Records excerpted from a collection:

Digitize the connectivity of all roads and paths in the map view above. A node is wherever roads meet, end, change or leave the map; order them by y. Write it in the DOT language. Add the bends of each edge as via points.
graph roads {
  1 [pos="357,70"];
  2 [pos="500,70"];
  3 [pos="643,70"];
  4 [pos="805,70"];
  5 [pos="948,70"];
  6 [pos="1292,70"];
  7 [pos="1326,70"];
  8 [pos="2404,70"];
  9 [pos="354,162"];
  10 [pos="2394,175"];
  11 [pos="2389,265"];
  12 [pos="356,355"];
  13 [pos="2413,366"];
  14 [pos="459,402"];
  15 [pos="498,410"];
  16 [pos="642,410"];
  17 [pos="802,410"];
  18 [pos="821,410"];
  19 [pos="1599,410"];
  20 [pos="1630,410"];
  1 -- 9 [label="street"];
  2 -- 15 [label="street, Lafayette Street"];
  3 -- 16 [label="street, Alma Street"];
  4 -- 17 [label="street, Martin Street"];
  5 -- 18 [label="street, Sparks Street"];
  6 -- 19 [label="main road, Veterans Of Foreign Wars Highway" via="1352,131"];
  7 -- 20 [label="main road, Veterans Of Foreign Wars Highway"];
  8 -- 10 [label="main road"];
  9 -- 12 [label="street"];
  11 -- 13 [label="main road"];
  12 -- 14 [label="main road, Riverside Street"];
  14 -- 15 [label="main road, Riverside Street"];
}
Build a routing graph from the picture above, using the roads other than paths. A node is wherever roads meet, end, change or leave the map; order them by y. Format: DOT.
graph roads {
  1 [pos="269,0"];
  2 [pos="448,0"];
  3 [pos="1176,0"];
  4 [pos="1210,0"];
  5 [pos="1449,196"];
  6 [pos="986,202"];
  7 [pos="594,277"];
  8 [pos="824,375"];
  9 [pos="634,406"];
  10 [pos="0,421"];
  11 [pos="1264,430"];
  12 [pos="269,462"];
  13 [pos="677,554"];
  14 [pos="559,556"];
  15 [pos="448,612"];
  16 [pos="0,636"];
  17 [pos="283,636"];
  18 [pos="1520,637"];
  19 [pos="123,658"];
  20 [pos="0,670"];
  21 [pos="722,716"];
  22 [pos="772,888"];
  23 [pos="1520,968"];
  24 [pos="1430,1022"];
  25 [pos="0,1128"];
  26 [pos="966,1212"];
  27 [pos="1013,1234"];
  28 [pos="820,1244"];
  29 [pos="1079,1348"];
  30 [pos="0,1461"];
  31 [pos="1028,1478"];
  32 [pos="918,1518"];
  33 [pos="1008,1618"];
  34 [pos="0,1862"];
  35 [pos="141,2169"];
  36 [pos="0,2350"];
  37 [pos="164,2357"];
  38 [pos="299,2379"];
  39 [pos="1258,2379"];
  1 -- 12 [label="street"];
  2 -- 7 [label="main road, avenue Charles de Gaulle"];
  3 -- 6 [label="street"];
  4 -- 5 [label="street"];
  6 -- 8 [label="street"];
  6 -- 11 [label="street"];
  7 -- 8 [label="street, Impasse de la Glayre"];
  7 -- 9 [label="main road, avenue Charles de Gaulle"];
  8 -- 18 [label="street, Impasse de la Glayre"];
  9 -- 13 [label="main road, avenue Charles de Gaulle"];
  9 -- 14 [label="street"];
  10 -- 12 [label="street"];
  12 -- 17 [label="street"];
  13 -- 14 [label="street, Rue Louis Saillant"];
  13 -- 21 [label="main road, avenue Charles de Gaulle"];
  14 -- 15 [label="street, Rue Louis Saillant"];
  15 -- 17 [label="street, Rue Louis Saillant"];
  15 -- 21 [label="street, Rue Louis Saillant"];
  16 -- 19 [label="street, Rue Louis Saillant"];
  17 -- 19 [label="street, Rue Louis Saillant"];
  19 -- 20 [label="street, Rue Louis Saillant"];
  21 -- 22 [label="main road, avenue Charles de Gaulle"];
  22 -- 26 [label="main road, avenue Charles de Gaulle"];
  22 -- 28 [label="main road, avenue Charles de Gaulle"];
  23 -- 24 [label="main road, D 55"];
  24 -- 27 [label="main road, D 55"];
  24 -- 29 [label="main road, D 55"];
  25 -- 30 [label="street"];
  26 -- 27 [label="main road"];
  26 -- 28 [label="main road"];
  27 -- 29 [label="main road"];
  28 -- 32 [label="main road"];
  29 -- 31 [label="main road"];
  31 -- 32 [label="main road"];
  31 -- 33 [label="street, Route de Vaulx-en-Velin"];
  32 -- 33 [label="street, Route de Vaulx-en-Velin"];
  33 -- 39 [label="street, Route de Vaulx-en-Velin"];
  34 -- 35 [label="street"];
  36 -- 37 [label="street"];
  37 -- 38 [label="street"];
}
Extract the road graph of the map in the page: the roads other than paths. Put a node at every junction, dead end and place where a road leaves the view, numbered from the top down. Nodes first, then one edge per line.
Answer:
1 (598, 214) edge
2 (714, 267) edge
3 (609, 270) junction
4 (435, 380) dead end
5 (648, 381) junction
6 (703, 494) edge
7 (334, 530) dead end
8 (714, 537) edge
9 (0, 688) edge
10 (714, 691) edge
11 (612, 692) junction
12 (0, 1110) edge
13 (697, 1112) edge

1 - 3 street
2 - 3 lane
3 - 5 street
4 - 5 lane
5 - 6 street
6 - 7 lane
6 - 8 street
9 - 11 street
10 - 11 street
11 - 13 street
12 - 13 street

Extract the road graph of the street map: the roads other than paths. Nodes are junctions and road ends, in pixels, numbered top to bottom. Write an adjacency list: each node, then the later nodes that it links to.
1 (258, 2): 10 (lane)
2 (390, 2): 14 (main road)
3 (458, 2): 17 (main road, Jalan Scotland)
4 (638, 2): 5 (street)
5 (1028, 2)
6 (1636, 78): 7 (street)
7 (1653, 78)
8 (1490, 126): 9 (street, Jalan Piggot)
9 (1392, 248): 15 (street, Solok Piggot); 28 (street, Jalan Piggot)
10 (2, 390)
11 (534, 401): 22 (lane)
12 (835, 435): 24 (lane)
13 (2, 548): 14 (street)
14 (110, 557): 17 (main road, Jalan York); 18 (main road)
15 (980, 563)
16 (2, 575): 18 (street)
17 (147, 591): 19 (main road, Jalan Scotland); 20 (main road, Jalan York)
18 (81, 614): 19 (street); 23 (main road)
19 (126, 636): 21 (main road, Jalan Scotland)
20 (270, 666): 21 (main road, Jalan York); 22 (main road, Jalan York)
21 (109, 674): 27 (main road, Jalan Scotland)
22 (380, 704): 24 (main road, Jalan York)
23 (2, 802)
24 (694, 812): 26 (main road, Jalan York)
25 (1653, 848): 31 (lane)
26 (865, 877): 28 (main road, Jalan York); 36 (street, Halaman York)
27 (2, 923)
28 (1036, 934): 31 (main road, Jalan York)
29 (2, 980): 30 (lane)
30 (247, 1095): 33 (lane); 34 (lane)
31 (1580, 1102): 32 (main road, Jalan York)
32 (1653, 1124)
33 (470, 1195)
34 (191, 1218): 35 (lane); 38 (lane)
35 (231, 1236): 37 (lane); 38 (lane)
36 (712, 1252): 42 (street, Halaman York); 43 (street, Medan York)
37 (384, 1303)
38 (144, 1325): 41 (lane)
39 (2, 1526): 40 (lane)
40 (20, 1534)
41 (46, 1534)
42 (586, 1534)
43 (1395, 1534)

## Problem
Your answer must be the line containing "Extract the road graph of the map" through the last line above, copied exactly, with nothing added.

## Worked solution
Extract the road graph of the map in the page: the roads other than paths. Put a node at every junction, dead end and place where a road leaves the view, numbered from the top down. Nodes first, then one edge per line.
Answer:
1 (598, 214) edge
2 (714, 267) edge
3 (609, 270) junction
4 (435, 380) dead end
5 (648, 381) junction
6 (703, 494) edge
7 (334, 530) dead end
8 (714, 537) edge
9 (0, 688) edge
10 (714, 691) edge
11 (612, 692) junction
12 (0, 1110) edge
13 (697, 1112) edge

1 - 3 street
2 - 3 lane
3 - 5 street
4 - 5 lane
5 - 6 street
6 - 7 lane
6 - 8 street
9 - 11 street
10 - 11 street
11 - 13 street
12 - 13 street

Extract the road graph of the street map: the roads other than paths. Nodes are junctions and road ends, in pixels, numbered top to bottom. Write an adjacency list: each node, then the later nodes that it links to.
1 (258, 2): 10 (lane)
2 (390, 2): 14 (main road)
3 (458, 2): 17 (main road, Jalan Scotland)
4 (638, 2): 5 (street)
5 (1028, 2)
6 (1636, 78): 7 (street)
7 (1653, 78)
8 (1490, 126): 9 (street, Jalan Piggot)
9 (1392, 248): 15 (street, Solok Piggot); 28 (street, Jalan Piggot)
10 (2, 390)
11 (534, 401): 22 (lane)
12 (835, 435): 24 (lane)
13 (2, 548): 14 (street)
14 (110, 557): 17 (main road, Jalan York); 18 (main road)
15 (980, 563)
16 (2, 575): 18 (street)
17 (147, 591): 19 (main road, Jalan Scotland); 20 (main road, Jalan York)
18 (81, 614): 19 (street); 23 (main road)
19 (126, 636): 21 (main road, Jalan Scotland)
20 (270, 666): 21 (main road, Jalan York); 22 (main road, Jalan York)
21 (109, 674): 27 (main road, Jalan Scotland)
22 (380, 704): 24 (main road, Jalan York)
23 (2, 802)
24 (694, 812): 26 (main road, Jalan York)
25 (1653, 848): 31 (lane)
26 (865, 877): 28 (main road, Jalan York); 36 (street, Halaman York)
27 (2, 923)
28 (1036, 934): 31 (main road, Jalan York)
29 (2, 980): 30 (lane)
30 (247, 1095): 33 (lane); 34 (lane)
31 (1580, 1102): 32 (main road, Jalan York)
32 (1653, 1124)
33 (470, 1195)
34 (191, 1218): 35 (lane); 38 (lane)
35 (231, 1236): 37 (lane); 38 (lane)
36 (712, 1252): 42 (street, Halaman York); 43 (street, Medan York)
37 (384, 1303)
38 (144, 1325): 41 (lane)
39 (2, 1526): 40 (lane)
40 (20, 1534)
41 (46, 1534)
42 (586, 1534)
43 (1395, 1534)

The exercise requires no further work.